②この古典主義の展開に危機がおとずれたとき、廃墟、原始の小屋、ピクチャレスク、崇高性、考古学等が導入された。結果として、古典主義は複数の建築的言語のひとつの位置におとしめられ、あげくに相対化されることになった。とは言っても、古典主義=アントロポモルフィズムの図式が解消したことにはならない。断片化した古典主義言語でさえ相変わらずアントロポモルフィックな像(思考・方法)をひきずっていた。

同書、p.69。

18世紀の後半、理性に基づく科学的な考え方の影響が広がりました。そして建物は古典建築のようにデザインしなければならない、という意味での古典主義は絶対的なルールではなく、一つの立場になったのです。「とは言っても、古典主義=アントロポモルフィズムの図式が解消したことにはならない。」つまり建物の見た目は変わったとしても、その考え方が人体に基づいているという意味では、古典主義のままでした。

第三段落

③ル・コルビュジエの《モデュロール》をその一例として挙げえよう。彼はギリシア的カノンとしての黄金分割をフィボナッチ数列と結びつけ、その数字(スケール)上の根拠に人体の寸法を用いている。ダ・ヴィンチの図式の再生である。さらに、コーリン・ロウの《理想的ヴィラの数学》は、ル・コルビュジエの機械の住宅とパッラディオのヴィッラの空間形式に相同性がみられることを証明している。

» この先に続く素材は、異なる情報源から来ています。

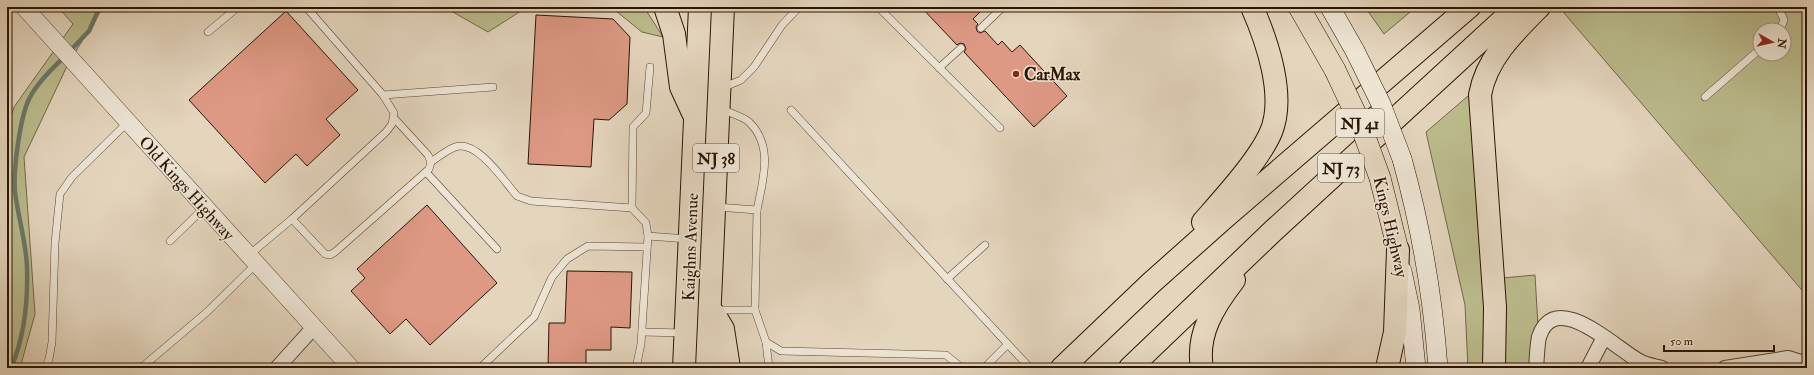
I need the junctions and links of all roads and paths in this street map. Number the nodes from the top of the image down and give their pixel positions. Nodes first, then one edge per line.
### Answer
1 (24, 7) edge
2 (238, 7) edge
3 (306, 7) edge
4 (665, 7) edge
5 (700, 7) edge
6 (723, 7) edge
7 (799, 7) edge
8 (878, 7) edge
9 (1003, 7) edge
10 (1252, 7) edge
11 (1299, 7) edge
12 (1330, 7) edge
13 (1469, 7) edge
14 (1517, 7) edge
15 (1539, 7) edge
16 (1778, 7) edge
17 (1783, 22) edge
18 (982, 28) dead end
19 (208, 32) dead end
20 (960, 48) dead end
21 (1752, 56) edge
22 (650, 68) dead end
23 (939, 68) junction
24 (493, 87) dead end
25 (383, 94) junction
26 (1705, 97) dead end
27 (719, 98) junction
28 (790, 110) dead end
29 (394, 118) junction
30 (695, 118) junction
31 (128, 122) junction
32 (1000, 128) dead end
33 (431, 162) junction
34 (426, 172) junction
35 (205, 207) junction
36 (714, 207) junction
37 (632, 208) junction
38 (758, 210) junction
39 (292, 219) junction
40 (1274, 230) junction
41 (648, 236) junction
42 (691, 240) junction
43 (170, 241) dead end
44 (985, 245) dead end
45 (646, 247) junction
46 (497, 250) dead end
47 (1398, 250) junction
48 (253, 259) junction
49 (947, 279) junction
50 (1150, 283) junction
51 (711, 310) junction
52 (755, 310) junction
53 (314, 327) junction
54 (642, 332) junction
55 (687, 333) junction
56 (1604, 338) junction
57 (766, 342) junction
58 (1008, 344) junction
59 (1807, 364) edge
60 (1138, 365) edge
61 (1742, 367) edge
62 (45, 368) edge
63 (141, 368) edge
64 (277, 368) edge
65 (351, 368) edge
66 (480, 368) edge
67 (636, 368) edge
68 (678, 368) edge
69 (684, 368) edge
70 (707, 368) edge
71 (729, 368) edge
72 (769, 368) edge
73 (962, 368) edge
74 (984, 368) edge
75 (1030, 368) edge
76 (1062, 368) edge
77 (1202, 368) edge
78 (1387, 368) edge
79 (1416, 368) edge
80 (1438, 368) edge
81 (1494, 368) edge
82 (1536, 368) edge
83 (1588, 368) edge
84 (1662, 368) edge
85 (1726, 368) edge

1 - 31 street, Old Kings Highway
2 - 19 lane
3 - 25 lane
4 - 30 highway
5 - 30 highway, Kaighns Avenue / NJ 38
6 - 27 highway, Kaighns Avenue / NJ 38
7 - 27 lane
8 - 23 lane
9 - 18 lane
10 - 50 highway
11 - 47 main road, Kings Highway / NJ 41, bridge
12 - 80 main road, Kings Highway / NJ 41, bridge
13 - 50 highway, NJ 73
14 - 40 highway, NJ 73
15 - 81 highway
16 - 17 lane
20 - 23 lane
21 - 26 lane
22 - 37 lane
23 - 32 lane
24 - 25 lane
25 - 29 lane
27 - 36 highway, Kaighns Avenue / NJ 38
27 - 38 lane
28 - 49 lane
29 - 33 lane
29 - 39 lane
30 - 42 highway, Kaighns Avenue / NJ 38
31 - 35 street, Old Kings Highway
31 - 62 lane
33 - 34 lane
33 - 37 lane
34 - 39 lane
34 - 46 lane
35 - 43 lane
35 - 48 street, Old Kings Highway
36 - 38 lane
36 - 51 highway, Kaighns Avenue / NJ 38
37 - 41 lane
38 - 52 lane
39 - 48 lane
40 - 60 highway, NJ 73
40 - 77 highway
41 - 42 lane
41 - 45 lane
42 - 55 highway, Kaighns Avenue / NJ 38
44 - 49 lane
45 - 54 lane
45 - 66 lane
47 - 78 highway
47 - 79 main road, Kings Highway / NJ 41
48 - 53 street, Old Kings Highway
48 - 63 lane
49 - 58 lane
50 - 76 highway, NJ 73
51 - 52 lane
51 - 70 highway, Kaighns Avenue / NJ 38
51 - 71 highway
52 - 57 lane
53 - 64 street
53 - 65 street, Old Kings Highway
54 - 55 lane
54 - 67 lane
55 - 68 highway
55 - 69 highway, Kaighns Avenue / NJ 38
56 - 82 street
56 - 83 street
56 - 84 street
57 - 72 lane
57 - 73 lane
58 - 74 lane
58 - 75 lane
59 - 61 street
61 - 85 street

古典主義を貫くカノンが姿を変えながら残存しているのである。

同上。

例に挙げられるのは20世紀を代表する建築家、ル・コルビュジエです。彼もまた、人体と数学を建築の基本として考えていました。人間と理性はthe One だと考えられていたのです。

第四段落

④この経過は歴史的に形成された古典主義=アントロポモルフィズムを様式スタイル形式フォルムのうえで分離したり廃棄したとしても、一向に問題の解決に結びつかぬことを示している。神が自らの似姿として人間をつくり、人間がその似姿として主体をつくり、主体があらためて自らの似姿として自我を生み出すといった求心化の引力からのがれる仕組みを組み立てることしかあるまい。

同上。

ルネサンスの建物やコルビュジエの建物は「様式スタイル形式フォルムのうえで」はまったく違うように見えるのですが、ここではそれらに共通する考え方を批判しています。

第五段落

⑤そこでのデミウルゴスは、たとえば、······何をしでかすか予測できない、いい加減なことをする、たわけている、暴れる、壊す、不気味である、闇に沈む、······こんな神話的な像として現われる。

同上。

そのような中心のthe One から逃げようとするとき、こんなデミウルゴスの神話的な像がモチーフになるのかもしれません。